Aims: The major value of prognostic markers in potentially curable non-small cell lung carcinoma (NSCLC) should be to guide therapy after surgical resection. The prognostic significance of tumour-infiltrating macrophages, their growth factor, macrophage colony-stimulating factor (M-CSF), and its receptor, colony-stimulating factor-1 receptor (CSF-1R), as well as natural killer cells and dendritic cells, is controversial. The aim of this study was to elucidate the prognostic significance of these markers in the epithelial and stromal compartments of NSCLC.

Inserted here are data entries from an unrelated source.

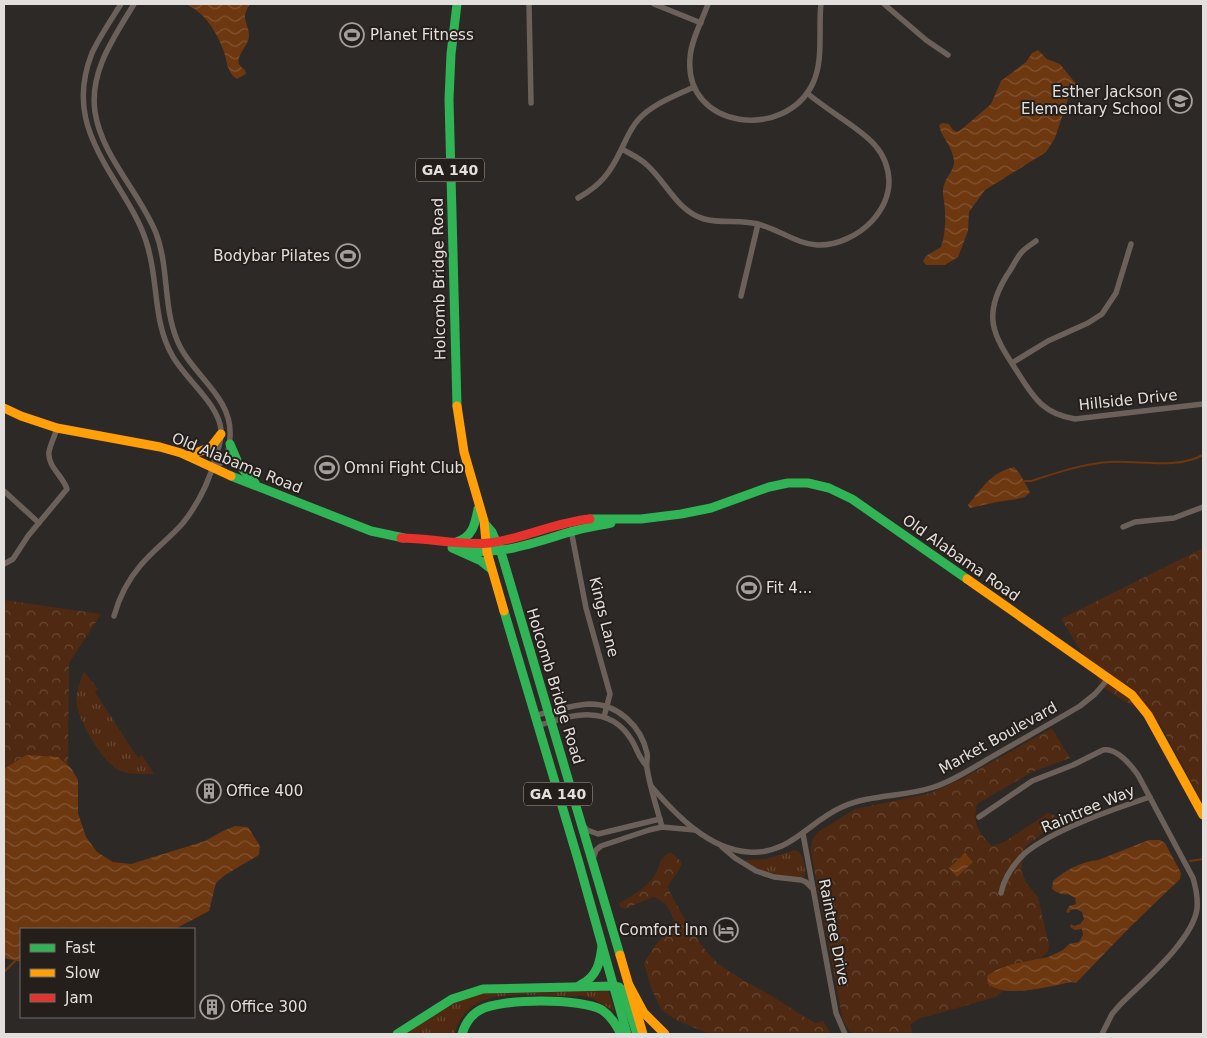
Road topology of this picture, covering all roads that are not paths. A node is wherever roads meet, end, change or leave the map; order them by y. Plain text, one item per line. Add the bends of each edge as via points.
1 (121, 4) edge
2 (134, 4) edge
3 (451, 4) edge
4 (457, 4) edge
5 (529, 4) edge
6 (654, 4) edge
7 (708, 4) edge
8 (821, 4) edge
9 (884, 4) edge
10 (454, 22) junction
11 (701, 23) junction
12 (948, 55) dead end
13 (694, 87) junction
14 (807, 93) junction
15 (531, 103) dead end
16 (622, 149) junction
17 (578, 198) dead end
18 (758, 224) junction
19 (1036, 241) dead end
20 (1131, 244) dead end
21 (741, 296) dead end
22 (1012, 363) junction
23 (1203, 404) edge
24 (4, 408) edge
25 (57, 428) junction
26 (221, 434) junction
27 (230, 444) junction
28 (188, 456) junction
29 (214, 469) junction
30 (261, 488) junction
31 (4, 491) edge
32 (479, 506) junction
33 (1203, 507) edge
34 (484, 521) junction
35 (39, 523) junction
36 (570, 527) junction
37 (1123, 527) dead end
38 (497, 542) junction
39 (454, 545) junction
40 (486, 548) junction
41 (501, 552) junction
42 (4, 564) edge
43 (491, 569) junction
44 (114, 616) dead end
45 (1109, 678) junction
46 (608, 707) junction
47 (534, 716) junction
48 (550, 717) junction
49 (604, 717) junction
50 (537, 726) junction
51 (646, 766) junction
52 (651, 786) junction
53 (1150, 797) junction
54 (1203, 815) edge
55 (979, 817) dead end
56 (660, 819) junction
57 (581, 822) junction
58 (662, 828) junction
59 (696, 830) junction
60 (803, 834) junction
61 (715, 841) junction
62 (592, 861) junction
63 (814, 891) junction
64 (1001, 893) dead end
65 (602, 946) junction
66 (629, 985) junction
67 (613, 986) junction
68 (571, 987) junction
69 (397, 1034) edge
70 (462, 1034) edge
71 (621, 1034) edge
72 (627, 1034) edge
73 (637, 1034) edge
74 (643, 1034) edge
75 (665, 1034) edge
76 (845, 1034) edge
77 (1102, 1034) edge

1 - 26 street via 99,39 88,65 84,87 86,122 97,152 146,241 167,345 178,366 212,407
2 - 27 street via 99,69 95,111 101,134 143,208 161,248 170,316 178,343 191,365 226,408 231,428
3 - 10 main road
4 - 10 main road, Holcomb Bridge Road / GA 140
5 - 15 street
6 - 11 street
7 - 11 street
8 - 14 street via 818,67
9 - 12 street
10 - 32 main road, Holcomb Bridge Road / GA 140 via 449,116 455,384 464,452
11 - 13 street via 690,57
13 - 14 street via 715,111 744,121 780,113
13 - 16 street via 645,113 632,128
14 - 18 street via 878,147 888,173 885,201 878,215 866,227 830,244 805,243
16 - 17 street via 610,172 594,189
16 - 18 street via 647,165 679,203 694,215 713,221
18 - 21 street
19 - 22 street, Hillside Drive via 1022,252 994,300 994,328
20 - 22 street via 1116,293 1102,314
22 - 23 street, Hillside Drive via 1038,402 1067,418
24 - 25 main road, Old Alabama Road
25 - 28 main road, Old Alabama Road via 160,447
25 - 35 street via 49,458 67,489
26 - 28 main road via 211,447
26 - 29 street
27 - 29 street via 224,461
27 - 30 main road via 244,474
28 - 29 main road, Old Alabama Road
29 - 30 main road, Old Alabama Road
29 - 44 street via 183,522 140,566 121,596
30 - 39 main road, Old Alabama Road via 360,527 401,538 438,539
31 - 35 street
32 - 34 main road, Holcomb Bridge Road / GA 140
32 - 39 main road via 471,534
33 - 37 street via 1174,518 1135,522
34 - 38 main road, Holcomb Bridge Road / GA 140
34 - 40 main road, Holcomb Bridge Road / GA 140
35 - 42 street via 13,559
36 - 38 main road, Old Alabama Road
36 - 41 main road, Old Alabama Road
36 - 45 main road, Old Alabama Road via 594,519 626,520 696,512 781,483 805,482 830,487 860,504
36 - 46 street, Kings Lane via 586,608 610,694
38 - 40 main road, Old Alabama Road
38 - 41 main road, Holcomb Bridge Road / GA 140
39 - 40 main road, Old Alabama Road
39 - 43 main road via 482,560
40 - 41 main road, Old Alabama Road
40 - 43 main road, Holcomb Bridge Road / GA 140
41 - 48 main road, Holcomb Bridge Road / GA 140
43 - 47 main road, Holcomb Bridge Road / GA 140
45 - 54 main road, Old Alabama Road via 1132,695 1148,715
45 - 60 street, Market Boulevard via 1080,706 952,779 927,789 849,804 827,815
46 - 48 street, Market Boulevard via 580,705
46 - 49 street, Kings Lane
46 - 51 street, Market Boulevard via 625,717 638,732 647,754
47 - 48 street, Market Boulevard
47 - 50 main road, Holcomb Bridge Road / GA 140
48 - 49 street, Market Boulevard via 588,714
48 - 50 street, Market Boulevard
48 - 57 main road, Holcomb Bridge Road / GA 140
49 - 51 street, Market Boulevard via 631,738
50 - 65 main road, Holcomb Bridge Road / GA 140
51 - 52 street, Market Boulevard
52 - 56 street, Market Boulevard
52 - 59 street, Market Boulevard
53 - 55 street via 1132,766 1107,749 1032,781
53 - 64 street, Raintree Way via 1074,826 1038,844 1017,862 1006,877
53 - 77 street via 1193,878 1197,908 1185,937 1112,1014
56 - 57 street via 598,834 587,830
56 - 58 street, Market Boulevard
57 - 62 main road, Holcomb Bridge Road / GA 140
58 - 59 street, Market Boulevard
58 - 62 street via 606,843 598,848
59 - 61 street, Market Boulevard
60 - 61 street, Market Boulevard via 787,845 758,852 741,851
60 - 63 street, Raintree Drive
61 - 63 street via 756,871 801,880
62 - 66 main road, Holcomb Bridge Road / GA 140
63 - 76 street, Raintree Drive via 836,1013
65 - 67 main road, Holcomb Bridge Road / GA 140
65 - 68 main road via 596,974 587,982
66 - 74 main road, Holcomb Bridge Road / GA 140
66 - 75 main road via 644,1013
67 - 68 main road
67 - 72 main road, Holcomb Bridge Road / GA 140
67 - 73 main road via 623,991
68 - 69 main road via 494,988 472,992 446,1002
70 - 71 main road via 469,1020 482,1008 496,1003 522,1002 592,1005 610,1016

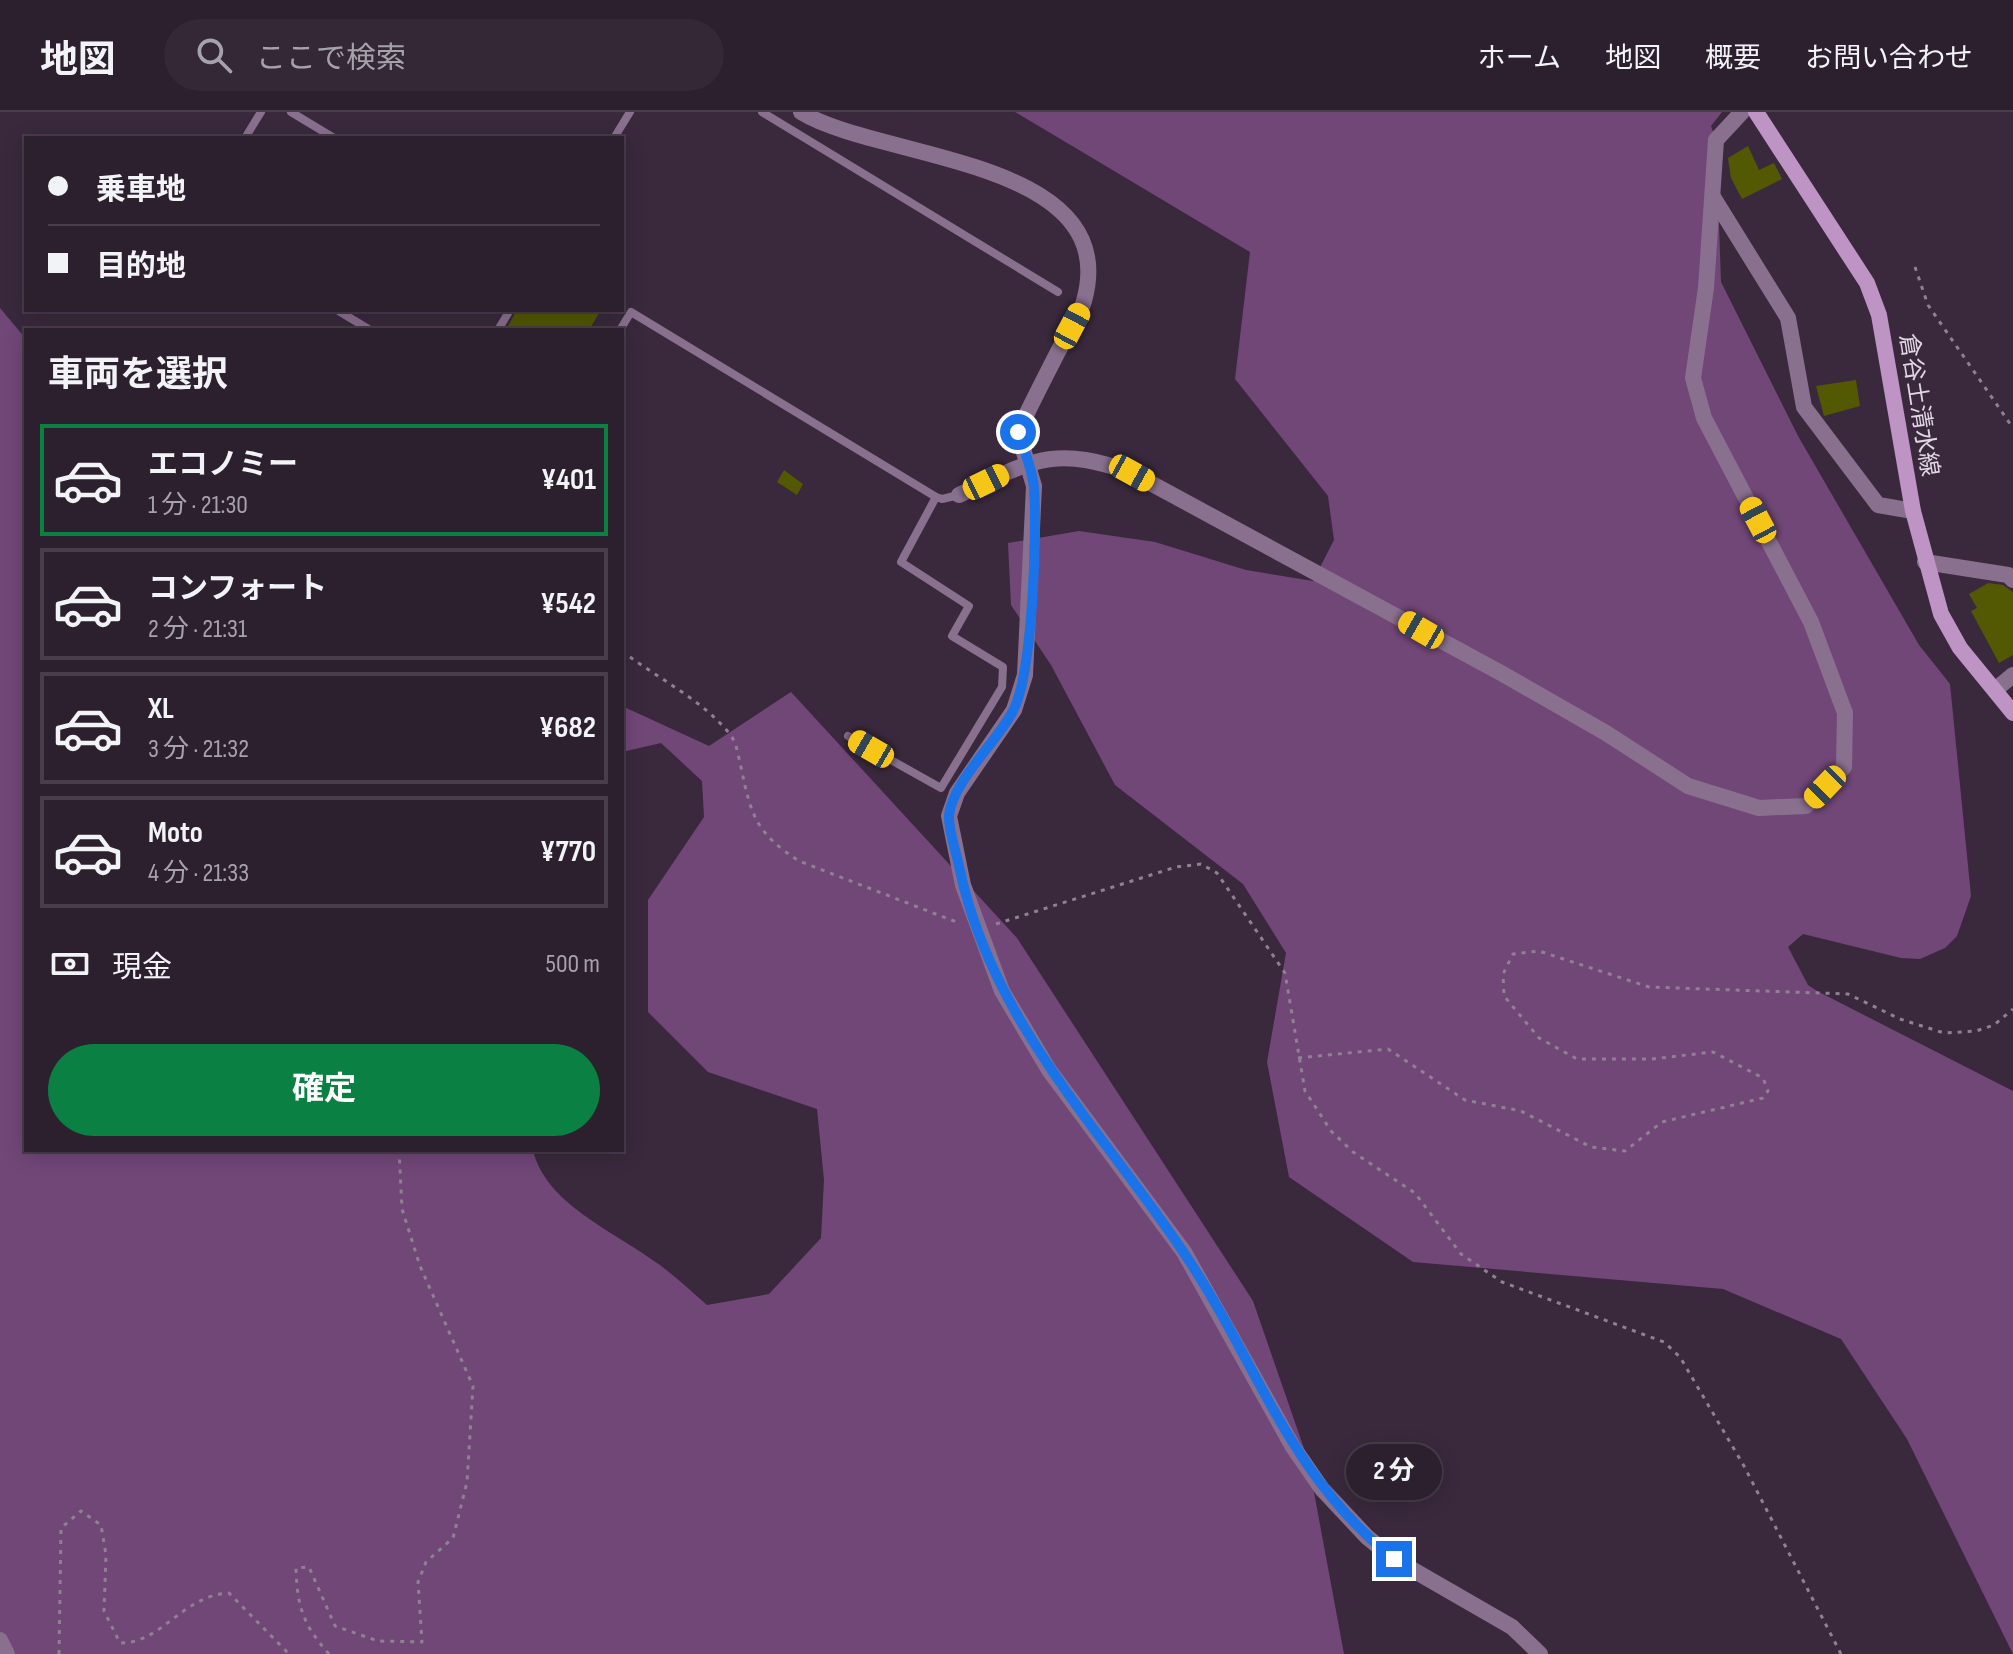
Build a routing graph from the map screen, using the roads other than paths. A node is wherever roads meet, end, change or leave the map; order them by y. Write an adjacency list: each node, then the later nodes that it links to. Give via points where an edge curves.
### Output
1 (261, 112): 8 (lane)
2 (291, 112): 9 (lane)
3 (630, 112): 10 (lane)
4 (762, 112): 12 (lane)
5 (801, 112): 16 (street, via 865,138 998,175 1069,215 1083,243 1088,277 1084,302 1018,432)
6 (1742, 112): 11 (street, via 1716,140)
7 (1756, 112): 19 (main road, 倉谷土清水線, via 1867,283 1886,348)
8 (246, 136)
9 (331, 136)
10 (615, 136)
11 (1713, 197): 16 (street, via 1693,378 1704,418 1811,622 1845,713 1844,767 1806,806 1759,808 1688,786 1501,673 1132,473 1066,456); 19 (street, via 1788,318 1804,407 1878,505)
12 (1058, 292)
13 (340, 312): 14 (lane)
14 (367, 328)
15 (621, 328): 18 (lane, via 631,312)
16 (1027, 462): 17 (street); 28 (street, via 1034,486 1025,675 1014,710 957,793 949,816 963,885 1002,991 1049,1070 1184,1252 1322,1489 1394,1559 1512,1627)
17 (959, 495): 18 (lane)
18 (936, 497): 25 (lane, via 901,562 969,606 952,636 1003,667 1002,687 941,788)
19 (1913, 511): 20 (main road, 倉谷土清水線)
20 (1925, 562): 21 (street); 23 (main road, 倉谷土清水線, via 1952,635)
21 (2013, 580)
22 (2013, 675): 23 (street)
23 (1995, 690): 24 (main road, 倉谷土清水線)
24 (2013, 713)
25 (848, 736)
26 (0, 1640): 27 (street)
27 (7, 1654)
28 (1540, 1654)

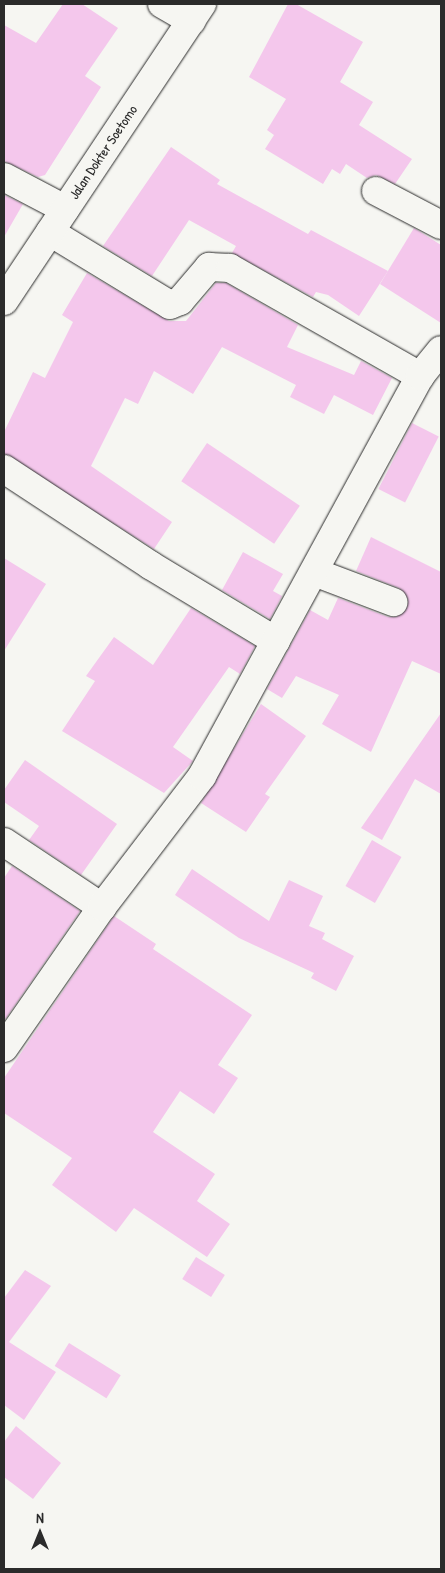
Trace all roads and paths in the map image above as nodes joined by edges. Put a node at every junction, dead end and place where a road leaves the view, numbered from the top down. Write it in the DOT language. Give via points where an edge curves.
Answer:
graph roads {
  1 [pos="162,4"];
  2 [pos="197,12"];
  3 [pos="4,177"];
  4 [pos="376,190"];
  5 [pos="65,209"];
  6 [pos="441,225"];
  7 [pos="50,232"];
  8 [pos="4,301"];
  9 [pos="441,350"];
  10 [pos="420,376"];
  11 [pos="4,469"];
  12 [pos="314,572"];
  13 [pos="393,602"];
  14 [pos="276,640"];
  15 [pos="4,842"];
  16 [pos="102,907"];
  17 [pos="4,1048"];
  1 -- 2 [label="street"];
  2 -- 5 [label="street, Jalan Dokter Soetomo"];
  3 -- 5 [label="street"];
  4 -- 6 [label="street"];
  5 -- 7 [label="street, Jalan Dokter Soetomo"];
  7 -- 8 [label="street, Jalan Dokter Soetomo"];
  7 -- 10 [label="street" via="170,305 180,301 208,267 230,268"];
  9 -- 10 [label="street"];
  10 -- 12 [label="street"];
  11 -- 14 [label="street" via="150,566"];
  12 -- 13 [label="street"];
  12 -- 14 [label="street"];
  14 -- 16 [label="street" via="202,776"];
  15 -- 16 [label="street"];
  16 -- 17 [label="street"];
}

Methods and results: Tissue microarrays from 335 resected NSCLC, stage I-IIIA were constructed from duplicate cores of epithelial and stromal areas. Immunohistochemistry was used to evaluate epithelial and stromal areas for CD68, M-CSF, CSF-1R, CD56 and CD1a. On univariate analysis, increasing numbers of stromal CD1a+ (P = 0.011) and CD56+ cells (P = 0.014) correlated significantly with improved disease-specific survival (DSS). On multivariate analysis, stromal CD56+ cells were an independent prognostic factor for DSS (hazard ratio = 2.3, confidence interval = 1.1, 5.0, P = 0.031).
Conclusions: High density of stromal CD56+ cells is an independent factor associated with improved prognosis in resected NSCLC, suggesting that these cells mediate an antitumour immune response in the tumour stroma.